Comparing the fecal SCFA concentrations in survivors and deceased
SCFAs are metabolic by-products of symbiotic intestinal bacteria fermenting dietary fiber, known for their anti-inflammatory, immune-modulatory effects, and distal lung protection. We quantified seven SCFAs, including Caproic acid, Pentanoic acid, Butyric acid, Isobutyric acid, Isovaleric acid, Propionic acid and Acetic acid, in the fecal microbiota of Group 01. Our findings reveal significantly lower concentrations of Pentanoic acid, Butyric acid, Isobutyric acid, and Isovaleric acid in the deceased group compared to the surviving group(P < 0.05)(Fig. 5A).
Associations between lung and gut microbiota and 28-day mortality
We employed Cox proportional hazard regression models to investigate the potential links between changes in intestinal and pulmonary microbiota and 28-day mortality after the initiation of mechanical ventilation.
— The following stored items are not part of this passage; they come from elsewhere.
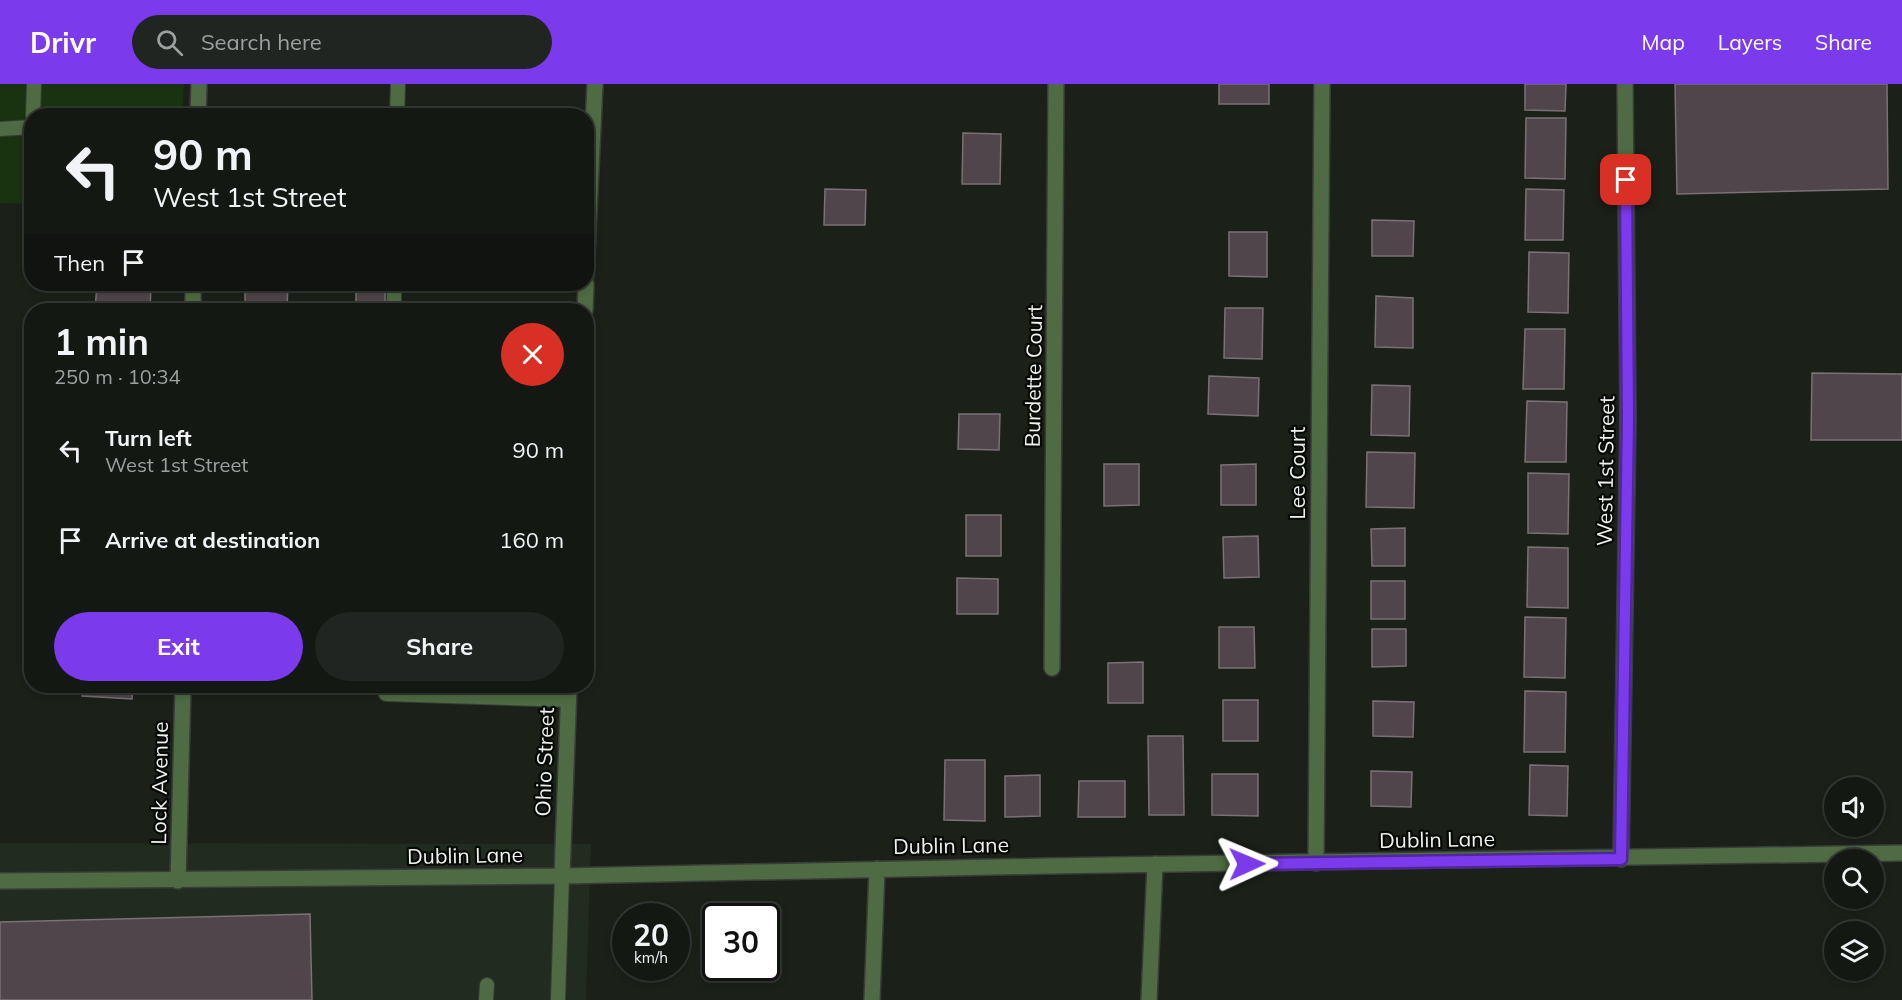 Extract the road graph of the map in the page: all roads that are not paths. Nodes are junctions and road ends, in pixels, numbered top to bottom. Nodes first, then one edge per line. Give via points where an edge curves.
1 (34, 84) edge
2 (199, 84) edge
3 (398, 84) edge
4 (594, 84) edge
5 (1056, 84) edge
6 (1322, 84) edge
7 (1625, 84) edge
8 (33, 108) edge
9 (198, 108) edge
10 (397, 108) edge
11 (593, 108) edge
12 (24, 128) edge
13 (0, 129) edge
14 (1052, 668) dead end
15 (183, 693) edge
16 (386, 693) edge
17 (569, 693) edge
18 (1902, 853) edge
19 (1621, 859) junction
20 (1316, 863) junction
21 (1155, 864) junction
22 (877, 869) junction
23 (561, 876) junction
24 (0, 881) edge
25 (178, 881) junction
26 (487, 986) dead end
27 (486, 1000) edge
28 (558, 1000) edge
29 (872, 1000) edge
30 (1149, 1000) edge

1 - 8 lane
2 - 9 street
3 - 10 lane
4 - 11 street
5 - 14 street, Burdette Court
6 - 20 street, Lee Court
7 - 19 street, West 1st Street via 1628,419
12 - 13 lane
15 - 25 street, Lock Avenue
16 - 17 lane
17 - 23 street, Ohio Street
18 - 19 street, Dublin Lane
19 - 20 street, Dublin Lane
20 - 21 street, Dublin Lane
21 - 22 street, Dublin Lane
21 - 30 street
22 - 23 street, Dublin Lane
22 - 29 street
23 - 25 street, Dublin Lane
23 - 28 lane
24 - 25 street, Dublin Lane
26 - 27 lane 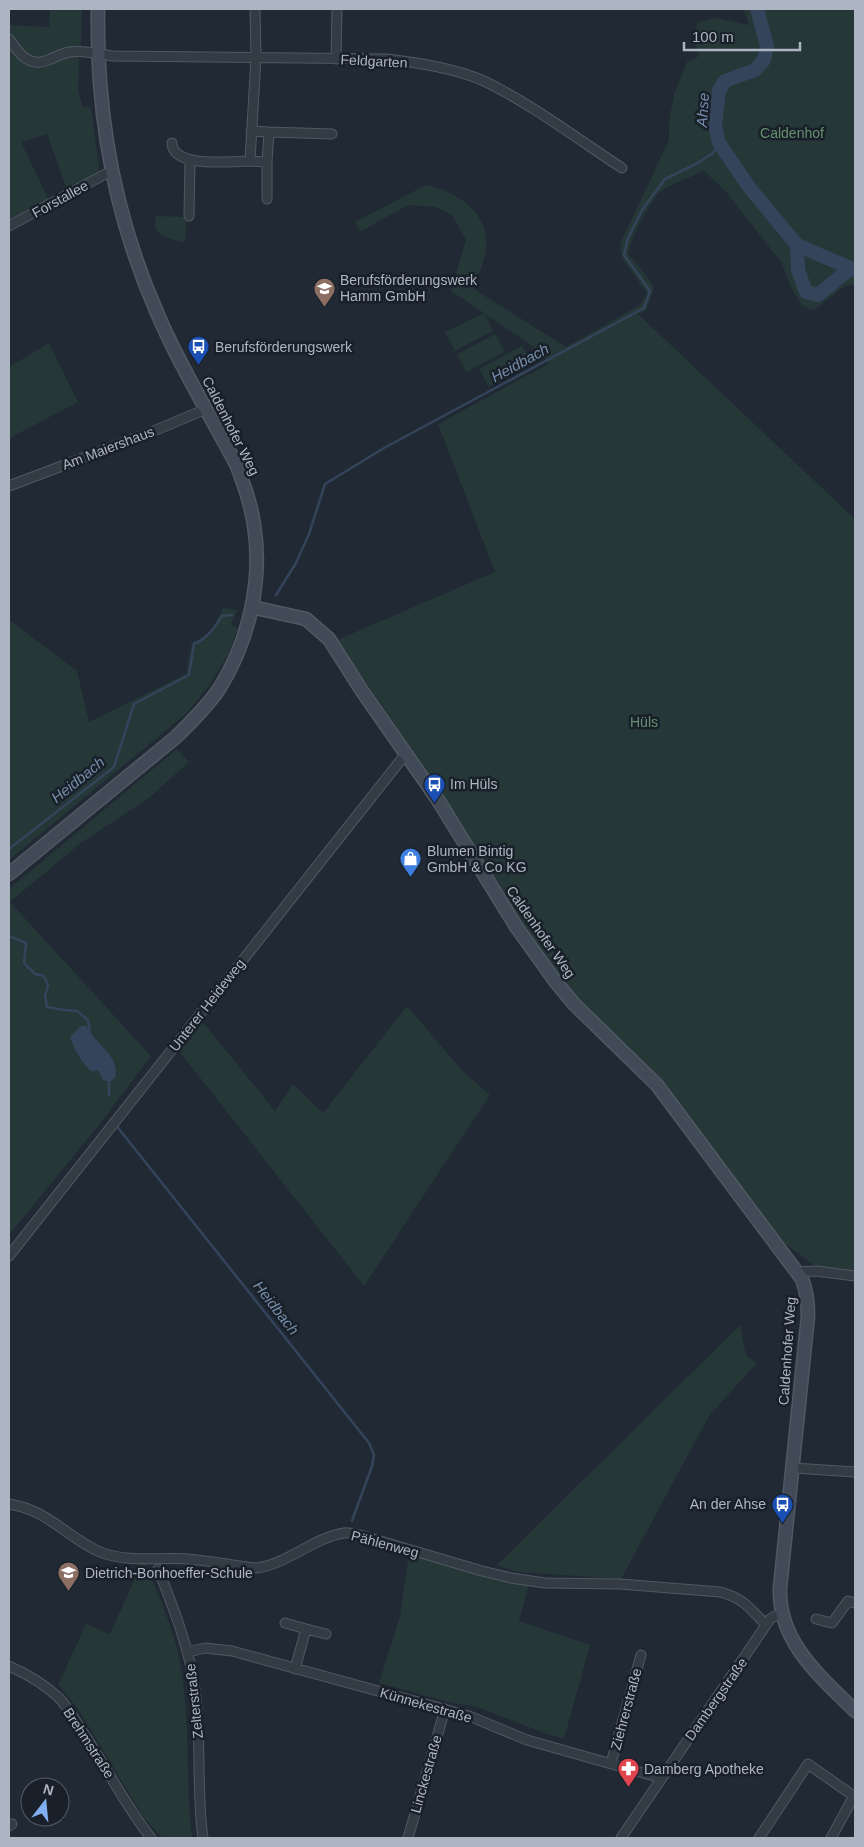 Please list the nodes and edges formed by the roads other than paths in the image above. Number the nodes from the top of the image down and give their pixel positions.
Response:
1 (98, 9) edge
2 (255, 9) edge
3 (337, 9) edge
4 (9, 39) edge
5 (98, 54) junction
6 (256, 57) junction
7 (336, 59) junction
8 (251, 131) junction
9 (269, 132) junction
10 (332, 134) dead end
11 (172, 143) dead end
12 (190, 161) junction
13 (250, 161) junction
14 (266, 162) junction
15 (622, 168) dead end
16 (111, 171) junction
17 (267, 199) dead end
18 (189, 216) dead end
19 (9, 226) edge
20 (206, 409) junction
21 (9, 486) edge
22 (252, 607) junction
23 (407, 755) junction
24 (9, 874) edge
25 (9, 1256) edge
26 (798, 1272) junction
27 (855, 1276) edge
28 (793, 1468) junction
29 (855, 1472) edge
30 (9, 1504) edge
31 (158, 1569) dead end
32 (855, 1603) edge
33 (781, 1613) junction
34 (816, 1618) dead end
35 (285, 1623) dead end
36 (766, 1625) junction
37 (306, 1629) junction
38 (326, 1634) dead end
39 (188, 1652) junction
40 (641, 1655) dead end
41 (9, 1666) edge
42 (295, 1669) junction
43 (444, 1709) junction
44 (855, 1711) edge
45 (611, 1763) junction
46 (661, 1778) junction
47 (854, 1797) edge
48 (151, 1838) edge
49 (203, 1838) edge
50 (408, 1838) edge
51 (621, 1838) edge
52 (759, 1838) edge
53 (831, 1838) edge

1 - 5 main road, Caldenhofer Weg
2 - 6 street
3 - 7 street
4 - 5 street, Feldgarten
5 - 6 street, Feldgarten
5 - 16 main road, Caldenhofer Weg
6 - 7 street, Feldgarten
6 - 8 street
7 - 15 street, Feldgarten
8 - 9 street
8 - 13 street
9 - 10 street
9 - 14 street
11 - 12 street
12 - 13 street
12 - 18 street
13 - 14 street
14 - 17 street
16 - 19 street, Forstallee
16 - 20 main road, Caldenhofer Weg
20 - 21 street, Am Maiershaus
20 - 22 main road, Caldenhofer Weg
22 - 23 main road, Caldenhofer Weg
22 - 24 main road
23 - 25 street, Unterer Heideweg
23 - 26 main road, Caldenhofer Weg
26 - 27 street
26 - 28 main road, Caldenhofer Weg
28 - 29 street
28 - 33 main road, Caldenhofer Weg
30 - 36 street, Pählenweg
31 - 39 street, Zelterstraße
32 - 34 street
33 - 36 street, Dambergstraße
33 - 44 main road, Caldenhofer Weg
35 - 37 street
36 - 46 street, Dambergstraße
37 - 38 street
37 - 42 street
39 - 42 street, Künnekestraße
39 - 49 street, Zelterstraße
40 - 45 street, Ziehrerstraße
41 - 48 street, Brehmstraße
42 - 43 street, Künnekestraße
43 - 45 street, Künnekestraße
43 - 50 street, Linckestraße
45 - 46 street, Künnekestraße
46 - 51 street, Dambergstraße
47 - 52 street
47 - 53 street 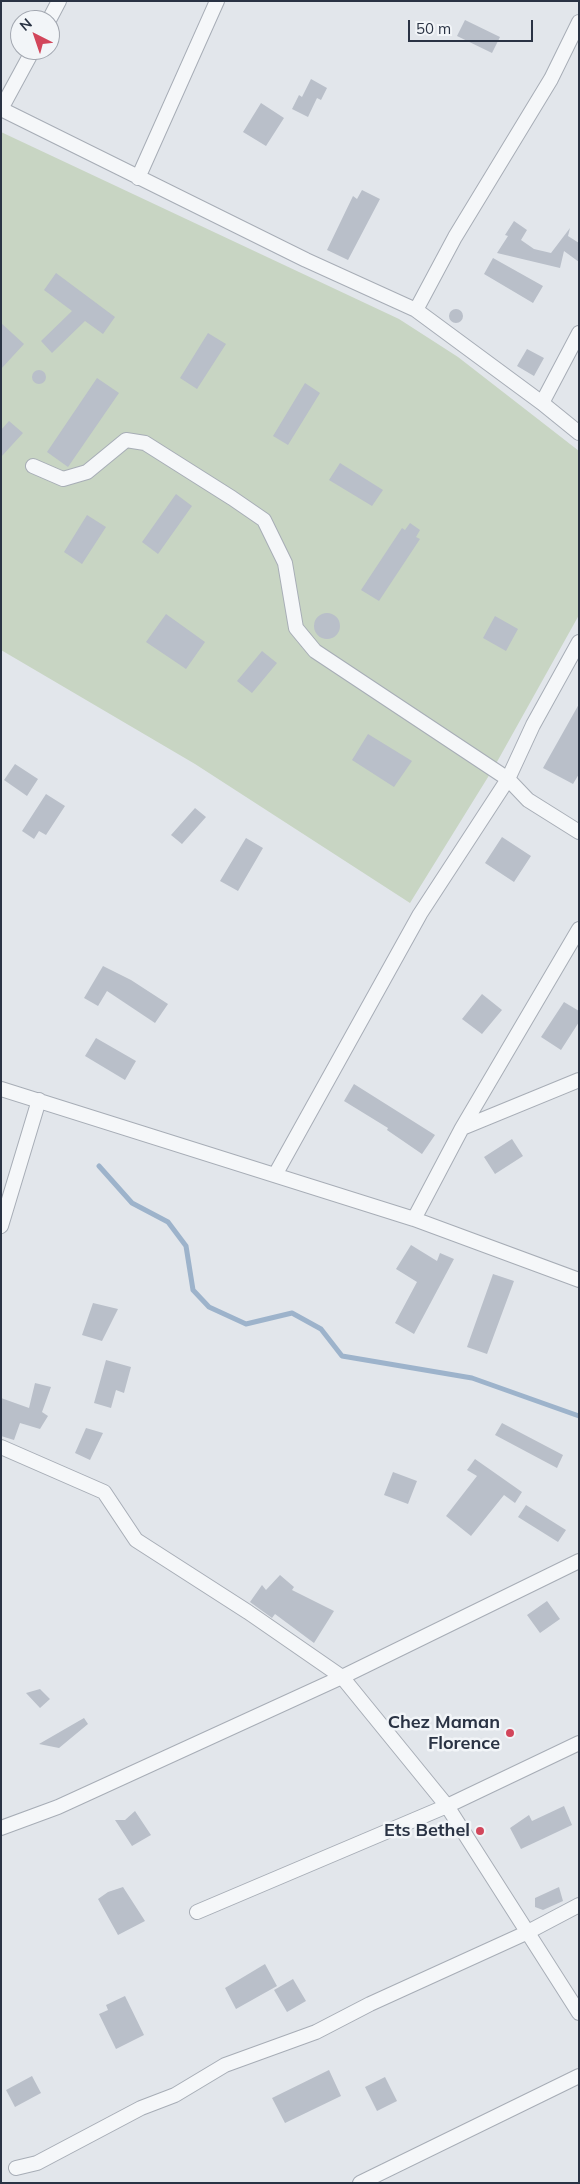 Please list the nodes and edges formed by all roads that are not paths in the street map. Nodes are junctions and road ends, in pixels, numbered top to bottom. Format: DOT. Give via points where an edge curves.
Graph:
graph roads {
  1 [pos="217,1"];
  2 [pos="579,22"];
  3 [pos="28,60"];
  4 [pos="1,109"];
  5 [pos="138,178"];
  6 [pos="416,310"];
  7 [pos="579,333"];
  8 [pos="542,403"];
  9 [pos="579,433"];
  10 [pos="33,466"];
  11 [pos="579,642"];
  12 [pos="508,779"];
  13 [pos="579,832"];
  14 [pos="579,929"];
  15 [pos="579,1080"];
  16 [pos="1,1088"];
  17 [pos="39,1100"];
  18 [pos="462,1128"];
  19 [pos="275,1175"];
  20 [pos="414,1219"];
  21 [pos="1,1226"];
  22 [pos="579,1280"];
  23 [pos="1,1447"];
  24 [pos="579,1561"];
  25 [pos="342,1677"];
  26 [pos="579,1743"];
  27 [pos="447,1806"];
  28 [pos="1,1828"];
  29 [pos="579,1905"];
  30 [pos="197,1912"];
  31 [pos="526,1933"];
  32 [pos="579,2014"];
  33 [pos="579,2076"];
  34 [pos="16,2168"];
  35 [pos="360,2183"];
  1 -- 5 [label="street"];
  2 -- 6 [label="street" via="551,79 455,237"];
  3 -- 4 [label="street"];
  4 -- 5 [label="street"];
  5 -- 6 [label="street"];
  6 -- 8 [label="street"];
  7 -- 8 [label="street"];
  8 -- 9 [label="street"];
  10 -- 12 [label="street" via="63,479 87,472 126,440 135,441 144,443 232,498 264,520 285,563 296,628 315,651"];
  11 -- 12 [label="street" via="533,725"];
  12 -- 13 [label="street" via="528,800"];
  12 -- 19 [label="street" via="420,914"];
  14 -- 18 [label="street"];
  15 -- 18 [label="street"];
  16 -- 17 [label="street"];
  17 -- 19 [label="street"];
  17 -- 21 [label="street"];
  18 -- 20 [label="street"];
  19 -- 20 [label="street"];
  20 -- 22 [label="street"];
  23 -- 25 [label="street" via="104,1492 136,1540"];
  24 -- 25 [label="street"];
  25 -- 27 [label="street"];
  25 -- 28 [label="street" via="58,1807"];
  26 -- 27 [label="street"];
  27 -- 30 [label="street"];
  27 -- 31 [label="street"];
  29 -- 31 [label="street"];
  31 -- 32 [label="street"];
  31 -- 34 [label="street" via="316,2032 225,2065 175,2095 141,2108 37,2163"];
  33 -- 35 [label="street"];
}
During the follow-up period, a total of 27 patients (44%) succumbed within 28 days. After conducting a preliminary univariate analysis, we specifically focused on lung and gut microbial diversity, BALF Enterobacteriaceae, and fecal Enterococcus, undertaking a multifactor Cox regression analysis. Our results revealed significant associations between lung microbial diversity and fecal Enterococcaceae, both of which independently correlated with 28-day mortality. The results showed that pulmonary microbial diversity and fecal Enterococcaceae were correlated and independently associated with 28-day mortality (adjusted hazard ratio (aHR) = 0.773 ; 95% confidence interval (CI) 0.652 ~ 0.916, p = 0.003; and aHR = 1.022; 95% CI, 1.008–1.037, p = 0.002)(Table 2). These findings underscore the potential prognostic value of analyzing intestinal and pulmonary microbiota in predicting 28-day mortality among mechanically ventilated patients.
Table 2 Definition of abbreviations: HR hazard ratio, aHR adjusted hazard ratio, 95%CI 95% confidence interval.